An insider story focuses on characters whose worldviews and goals are defined by their place in a particular society or part of it. Their main conflicts often involve subverting the structures that define their world, or at least navigating them while trying to accomplish their own goals. For example, the Star Wars movie The Force Awakens features both an insider hero and villain. Both Finn, a former storm trooper who joins the Resistance, and Kylo Ren, who grew up in the bosom of the First Order, must wrestle with their moral quandaries.
Michael Mann’s 1999 film The Insider makes a thriller and expose out of how big tobacco’s long-running tissue of lies was finally exposed by investigative journalism. At its center stands Lowell Bergman (Al Pacino), a producer for 60 Minutes, the CBS News program where a former tobacco scientist named Jeffrey Wigand spilled the beans. Bergman coaxes Wigand to talk and then works with reporter Mike Wallace (Christopher Plummer) to get the story. Eventually, they battle with CBS executives who are afraid to run it because a lawsuit could destroy the network.

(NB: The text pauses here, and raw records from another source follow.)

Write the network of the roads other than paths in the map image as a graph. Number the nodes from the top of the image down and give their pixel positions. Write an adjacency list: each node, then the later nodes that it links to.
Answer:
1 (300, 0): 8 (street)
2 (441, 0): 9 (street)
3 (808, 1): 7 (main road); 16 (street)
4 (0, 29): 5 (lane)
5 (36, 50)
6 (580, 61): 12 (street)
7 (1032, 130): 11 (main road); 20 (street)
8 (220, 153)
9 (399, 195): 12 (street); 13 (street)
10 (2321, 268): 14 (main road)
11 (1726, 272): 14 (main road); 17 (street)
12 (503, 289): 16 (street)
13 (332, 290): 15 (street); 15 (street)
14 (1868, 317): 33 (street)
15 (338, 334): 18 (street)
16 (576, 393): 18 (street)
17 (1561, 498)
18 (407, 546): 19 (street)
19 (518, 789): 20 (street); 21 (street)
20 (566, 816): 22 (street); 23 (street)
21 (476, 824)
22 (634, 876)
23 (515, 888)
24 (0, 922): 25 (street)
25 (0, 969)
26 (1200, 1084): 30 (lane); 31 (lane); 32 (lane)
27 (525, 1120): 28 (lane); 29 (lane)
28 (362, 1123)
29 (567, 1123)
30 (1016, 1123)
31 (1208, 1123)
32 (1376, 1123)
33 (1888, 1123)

The result is a methodical drama about moral imperatives that avoids car chases and sleazy sex scenes in favor of tense, taut character development. Thanks to excellent performances by Crowe and Pacino, as well as restrained direction and mature writing, the film succeeds at what few historical dramas do today — it holds audience attention on its own. It harkens back to an era when grown-up films like All the President’s Men, The Parallax View, Three Days of the Condor and The China Syndrome still regularly drew crowds and critical applause.